All lines of the material below that include the string "junctions" are to be copied.

Exercise data Block Start

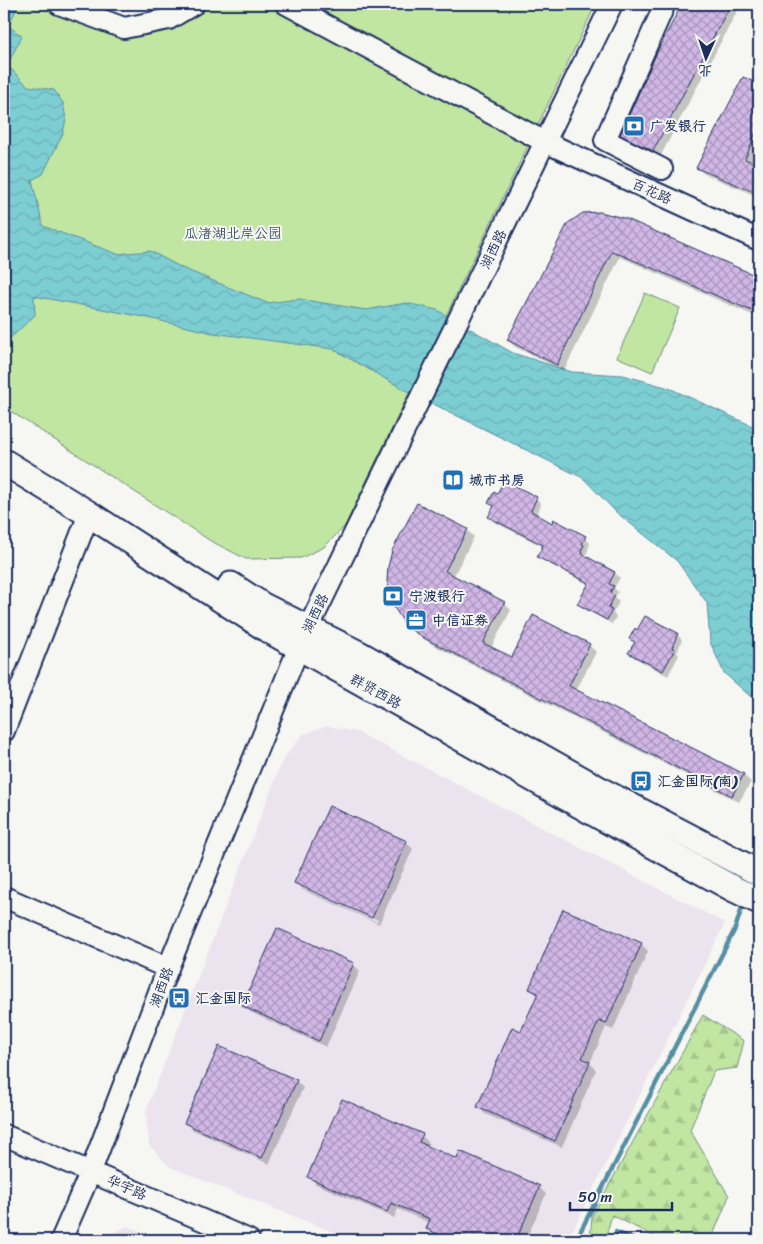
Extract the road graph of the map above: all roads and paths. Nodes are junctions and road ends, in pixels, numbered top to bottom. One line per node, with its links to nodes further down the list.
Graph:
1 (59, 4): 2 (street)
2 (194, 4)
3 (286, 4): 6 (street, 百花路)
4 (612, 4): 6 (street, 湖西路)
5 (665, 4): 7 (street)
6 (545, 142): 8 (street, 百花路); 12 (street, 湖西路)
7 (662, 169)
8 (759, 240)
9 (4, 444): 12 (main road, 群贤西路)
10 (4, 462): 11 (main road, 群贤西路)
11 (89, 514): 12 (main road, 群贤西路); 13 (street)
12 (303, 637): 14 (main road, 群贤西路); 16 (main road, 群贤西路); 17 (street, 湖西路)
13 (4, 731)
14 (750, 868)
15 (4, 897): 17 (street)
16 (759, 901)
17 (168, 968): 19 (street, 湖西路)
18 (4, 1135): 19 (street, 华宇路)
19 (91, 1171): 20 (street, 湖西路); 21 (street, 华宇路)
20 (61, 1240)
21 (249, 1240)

Exercise data Block End
Exercise data Block Start

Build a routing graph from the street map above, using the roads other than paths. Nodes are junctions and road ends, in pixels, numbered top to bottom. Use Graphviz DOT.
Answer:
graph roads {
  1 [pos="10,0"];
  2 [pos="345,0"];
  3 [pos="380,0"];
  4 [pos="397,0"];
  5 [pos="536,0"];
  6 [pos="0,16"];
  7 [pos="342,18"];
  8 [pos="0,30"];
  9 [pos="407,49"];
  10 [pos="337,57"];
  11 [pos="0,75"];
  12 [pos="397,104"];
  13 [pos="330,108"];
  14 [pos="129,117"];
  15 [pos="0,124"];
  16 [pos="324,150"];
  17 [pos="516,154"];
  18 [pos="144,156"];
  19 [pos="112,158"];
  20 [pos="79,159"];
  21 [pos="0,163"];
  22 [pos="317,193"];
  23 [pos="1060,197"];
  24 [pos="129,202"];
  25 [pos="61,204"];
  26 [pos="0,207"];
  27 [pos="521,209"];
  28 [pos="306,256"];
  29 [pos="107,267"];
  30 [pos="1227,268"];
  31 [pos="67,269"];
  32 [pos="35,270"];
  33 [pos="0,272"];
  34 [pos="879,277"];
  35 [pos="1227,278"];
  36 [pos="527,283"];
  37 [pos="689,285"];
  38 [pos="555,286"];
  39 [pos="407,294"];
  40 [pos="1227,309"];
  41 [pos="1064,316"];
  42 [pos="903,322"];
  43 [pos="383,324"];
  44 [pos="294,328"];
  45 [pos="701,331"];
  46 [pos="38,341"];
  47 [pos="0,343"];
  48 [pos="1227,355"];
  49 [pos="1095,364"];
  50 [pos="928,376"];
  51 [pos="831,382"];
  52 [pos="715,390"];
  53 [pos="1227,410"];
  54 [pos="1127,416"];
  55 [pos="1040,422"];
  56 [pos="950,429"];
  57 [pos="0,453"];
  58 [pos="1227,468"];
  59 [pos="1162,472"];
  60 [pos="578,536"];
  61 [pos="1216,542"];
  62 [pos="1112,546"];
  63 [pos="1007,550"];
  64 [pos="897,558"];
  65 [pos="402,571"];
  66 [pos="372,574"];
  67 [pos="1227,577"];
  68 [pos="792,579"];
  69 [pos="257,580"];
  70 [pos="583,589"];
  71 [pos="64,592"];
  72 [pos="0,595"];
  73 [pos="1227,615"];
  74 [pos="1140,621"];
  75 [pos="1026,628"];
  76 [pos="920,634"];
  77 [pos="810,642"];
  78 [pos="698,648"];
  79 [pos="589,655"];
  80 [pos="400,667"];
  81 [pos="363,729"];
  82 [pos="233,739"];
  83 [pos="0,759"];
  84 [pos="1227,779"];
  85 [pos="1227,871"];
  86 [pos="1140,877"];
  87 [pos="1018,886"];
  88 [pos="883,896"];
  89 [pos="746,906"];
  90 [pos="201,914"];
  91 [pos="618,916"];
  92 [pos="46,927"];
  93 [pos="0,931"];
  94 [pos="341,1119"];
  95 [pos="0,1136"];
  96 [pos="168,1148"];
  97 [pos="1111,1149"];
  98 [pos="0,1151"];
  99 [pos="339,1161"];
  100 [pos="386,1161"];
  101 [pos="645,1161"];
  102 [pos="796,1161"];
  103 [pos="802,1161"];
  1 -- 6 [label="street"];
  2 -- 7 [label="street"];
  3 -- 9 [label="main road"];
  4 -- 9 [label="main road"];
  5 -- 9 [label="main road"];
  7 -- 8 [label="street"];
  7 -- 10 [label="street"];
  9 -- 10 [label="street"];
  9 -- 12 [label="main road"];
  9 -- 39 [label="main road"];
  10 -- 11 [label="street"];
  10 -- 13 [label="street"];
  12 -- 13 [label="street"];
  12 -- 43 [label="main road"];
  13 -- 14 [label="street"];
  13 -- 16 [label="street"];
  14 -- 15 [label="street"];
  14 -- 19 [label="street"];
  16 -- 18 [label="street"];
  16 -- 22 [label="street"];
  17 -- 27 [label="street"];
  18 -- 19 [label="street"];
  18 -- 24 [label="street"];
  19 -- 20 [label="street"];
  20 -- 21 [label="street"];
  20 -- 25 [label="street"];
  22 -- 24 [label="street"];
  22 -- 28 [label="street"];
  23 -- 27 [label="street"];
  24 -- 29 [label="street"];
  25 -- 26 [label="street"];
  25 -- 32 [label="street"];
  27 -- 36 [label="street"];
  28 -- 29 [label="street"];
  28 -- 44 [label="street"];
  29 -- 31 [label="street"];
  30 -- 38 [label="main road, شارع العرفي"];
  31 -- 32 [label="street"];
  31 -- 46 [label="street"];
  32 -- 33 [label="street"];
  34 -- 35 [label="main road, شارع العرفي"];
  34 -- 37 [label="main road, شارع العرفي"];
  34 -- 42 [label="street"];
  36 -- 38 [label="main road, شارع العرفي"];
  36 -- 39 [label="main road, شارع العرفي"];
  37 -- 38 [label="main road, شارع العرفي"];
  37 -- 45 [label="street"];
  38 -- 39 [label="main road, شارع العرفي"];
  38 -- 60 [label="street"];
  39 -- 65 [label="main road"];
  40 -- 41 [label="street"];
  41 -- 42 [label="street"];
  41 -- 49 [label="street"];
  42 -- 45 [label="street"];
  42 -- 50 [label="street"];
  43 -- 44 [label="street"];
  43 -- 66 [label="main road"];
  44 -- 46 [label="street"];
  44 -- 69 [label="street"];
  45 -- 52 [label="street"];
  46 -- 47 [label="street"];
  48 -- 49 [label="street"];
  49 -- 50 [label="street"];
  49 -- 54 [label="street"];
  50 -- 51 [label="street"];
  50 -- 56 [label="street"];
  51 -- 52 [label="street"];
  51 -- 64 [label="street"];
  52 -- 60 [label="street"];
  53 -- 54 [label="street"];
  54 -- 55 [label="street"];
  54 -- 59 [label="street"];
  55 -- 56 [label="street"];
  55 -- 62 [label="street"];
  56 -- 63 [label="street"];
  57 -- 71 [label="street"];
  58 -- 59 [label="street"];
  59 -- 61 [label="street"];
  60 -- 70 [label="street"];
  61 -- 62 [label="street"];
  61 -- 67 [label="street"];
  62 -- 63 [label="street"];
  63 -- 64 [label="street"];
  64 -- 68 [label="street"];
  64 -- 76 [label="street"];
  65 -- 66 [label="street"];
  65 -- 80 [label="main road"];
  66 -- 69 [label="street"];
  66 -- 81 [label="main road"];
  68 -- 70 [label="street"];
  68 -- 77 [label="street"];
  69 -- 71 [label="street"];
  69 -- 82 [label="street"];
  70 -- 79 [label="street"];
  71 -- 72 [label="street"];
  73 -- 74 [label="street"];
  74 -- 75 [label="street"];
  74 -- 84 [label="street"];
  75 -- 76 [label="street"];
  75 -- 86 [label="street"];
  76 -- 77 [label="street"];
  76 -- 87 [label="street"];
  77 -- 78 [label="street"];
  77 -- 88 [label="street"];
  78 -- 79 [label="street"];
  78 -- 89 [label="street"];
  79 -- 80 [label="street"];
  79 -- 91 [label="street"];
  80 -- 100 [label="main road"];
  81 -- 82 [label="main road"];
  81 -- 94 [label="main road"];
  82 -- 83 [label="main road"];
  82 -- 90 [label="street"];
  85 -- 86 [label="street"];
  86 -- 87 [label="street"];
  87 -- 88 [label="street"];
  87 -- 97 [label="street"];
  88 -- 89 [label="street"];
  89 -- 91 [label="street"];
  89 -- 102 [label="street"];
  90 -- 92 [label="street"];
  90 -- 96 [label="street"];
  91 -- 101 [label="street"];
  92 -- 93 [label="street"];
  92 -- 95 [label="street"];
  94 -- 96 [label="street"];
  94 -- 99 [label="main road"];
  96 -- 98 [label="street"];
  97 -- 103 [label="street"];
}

Exercise data Block End

#### Solution to the problem
Extract the road graph of the map above: all roads and paths. Nodes are junctions and road ends, in pixels, numbered top to bottom. One line per node, with its links to nodes further down the list.
Build a routing graph from the street map above, using the roads other than paths. Nodes are junctions and road ends, in pixels, numbered top to bottom. Use Graphviz DOT.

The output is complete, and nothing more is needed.